Strings in Elixir
Strings were one of the first things that I found confusing about elixir. I’ve worked professionally in a bunch of different languages: ruby, javascript, swift, python, scala, clojure, java. And for the most part strings work the same in each of them. I mistakenly assumed that strings are the same in Elixir - actually they’re not.
First, there is no String
type in elixir. Stings don’t get their own type, but are represented using other builtin elixir/erlang types.
There are 2 different string representations in Elixir
- Binary
- Character lists
These two string representations in Elixir are quite different. You need to be cognisant of the string representation that you are using as this affects the operations that you can perform on the string and how you process it.
Strings as binaries
If you create a string using "
the string is represented as a UTF-8 encoded binary. Most of the common operations you’ll want to do on strings are contained in the in the String
module operate on the binary string representation.
This is generally the string representation you want to use.
Lets create a string and check its a binary
> s = "abc"
"abc"
> is_binary(s)
true
We can call any of the functions from the String
module on this binary
> String.capitalize(s)
"Abc"
> String.reverse(s)
"cba"
> String.split(s, "b")
["a", "c"]
We can’t use hd
to get the first element of the string
> hd s
** (ArgumentError) errors were found at the given arguments:
* 1st argument: not a nonempty list
:erlang.hd("abc")
because this isn’t a list - its a binary.
> i s
Term
"abc"
Data type
BitString
Byte size
3
Description
This is a string: a UTF-8 encoded binary. It's printed surrounded by
"double quotes" because all UTF-8 encoded code points in it are printable.
Raw representation
<<97, 98, 99>>
Reference modules
String, :binary
Implemented protocols
Collectable, IEx.Info, Inspect, List.Chars, String.Chars
We can see here that the raw representation is <<97, 98, 99>>
- i.e. its a binary with code points 97, 98, 99.
Since hd
doesn’t work we can get the first element of the string using
> String.first(s)
"a"
We can get the integer representation of a character using
> ?a
97
> ?b
98
> ?c
99
We can check the code points in the string
> String.codepoints(s)
["a", "b", "c"]
And we can get a list of the integer codes of each character using
> String.to_charlist(s)
'abc'
Note here that we get back a single-quoted string.
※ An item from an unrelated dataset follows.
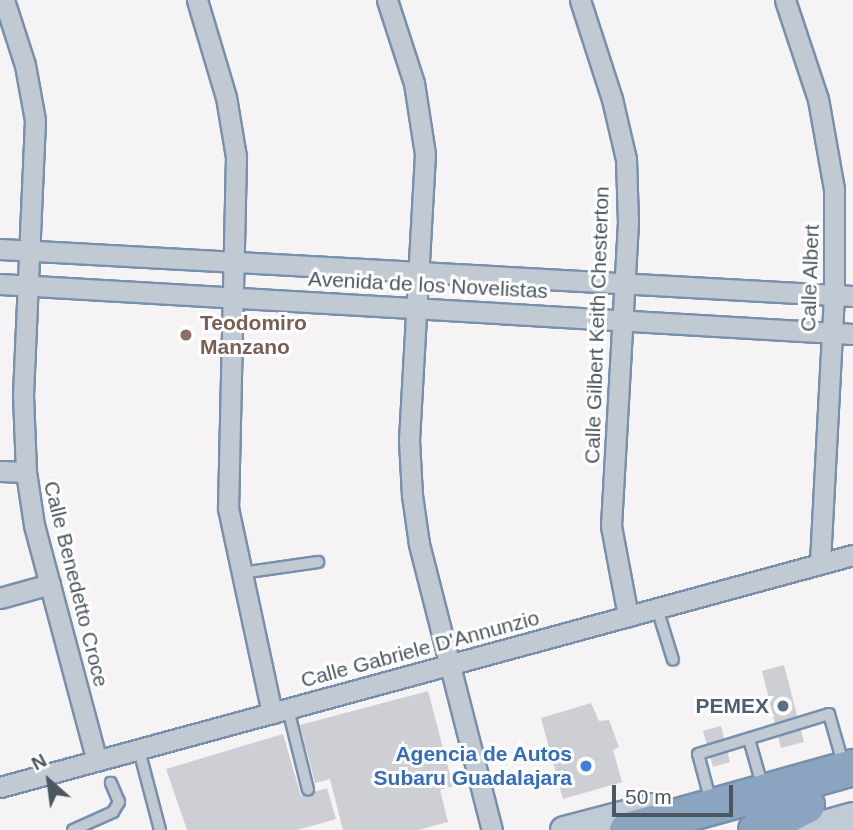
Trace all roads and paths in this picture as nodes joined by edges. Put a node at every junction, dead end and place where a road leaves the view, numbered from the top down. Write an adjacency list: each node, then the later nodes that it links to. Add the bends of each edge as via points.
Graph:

Although this looks like a string it’s actually a character list.
We can call hd
on it
> String.to_charlist(s) |> hd
97
And we can’t use it with a function that expects a binary string
> String.to_charlist(s) |> String.first
** (FunctionClauseError) no function clause matching in String.first/1
The following arguments were given to String.first/1:
# 1
'abc'
Attempted function clauses (showing 1 out of 1):
def first(string) when is_binary(string)
(elixir 1.12.3) lib/string.ex:1876: String.first/1
Strings as character lists
Strings can also be represented as lists of characters. This is where things can get confusing if you’re not expecting it. If you create a string with '
you’ll get a character list. This is a list of the individual character codes.
> l = 'abc'
'abc'
iex(41)> hd l
97
iex(42)> l
'abc'
iex(43)> i l
Term
'abc'
Data type
List
Description
This is a list of integers that is printed as a sequence of characters
delimited by single quotes because all the integers in it represent printable
ASCII characters. Conventionally, a list of Unicode code points is known as a
charlist and a list of ASCII characters is a subset of it.
Raw representation
[97, 98, 99]
Reference modules
List
Implemented protocols
Collectable, Enumerable, IEx.Info, Inspect, List.Chars, String.Chars
So even though we see 'abc'
in iex the underlying representation is list of character codes [97, 98, 99]
. What’s happening is that when iex sees a list of integers, where each integer is a code for a printable character, then it prints the characters.
If we were to add a non-printable character code to the list we would see the underlying integers.
> [123456 | l ]
[123456, 97, 98, 99]
So what if you’re actually working with a list of Integers?
Well elixir will always treat a list of Integers as a list of Integers. But iex
may print it as a string, if all the integers are printable. This can be annoying.
You can disable this behaviour with
> IEx.configure(inspect: [charlists: :as_lists])
:ok
iex(51)> 'abc'
[97, 98, 99]
(You can add this to ~/.iex.exs
if you always want to treat lists this way)
Converting between binary strings and charlists
As we saw above you’ll get an error if you try to pass a character list on a function that expects a binary string representation and vice-versa.
These are the 2 functions you need to convert between the two representations.
> List.to_string([97, 98, 99])
"abc"
> String.to_charlist("abc")
'abc' # or [97, 98, 99] depending on your iex config
Pattern match on strings
And finally its worth mentioning pattern matching on binary strings. You can use <>
to pattern against a binary string.
"ab" <> final_char = "abc"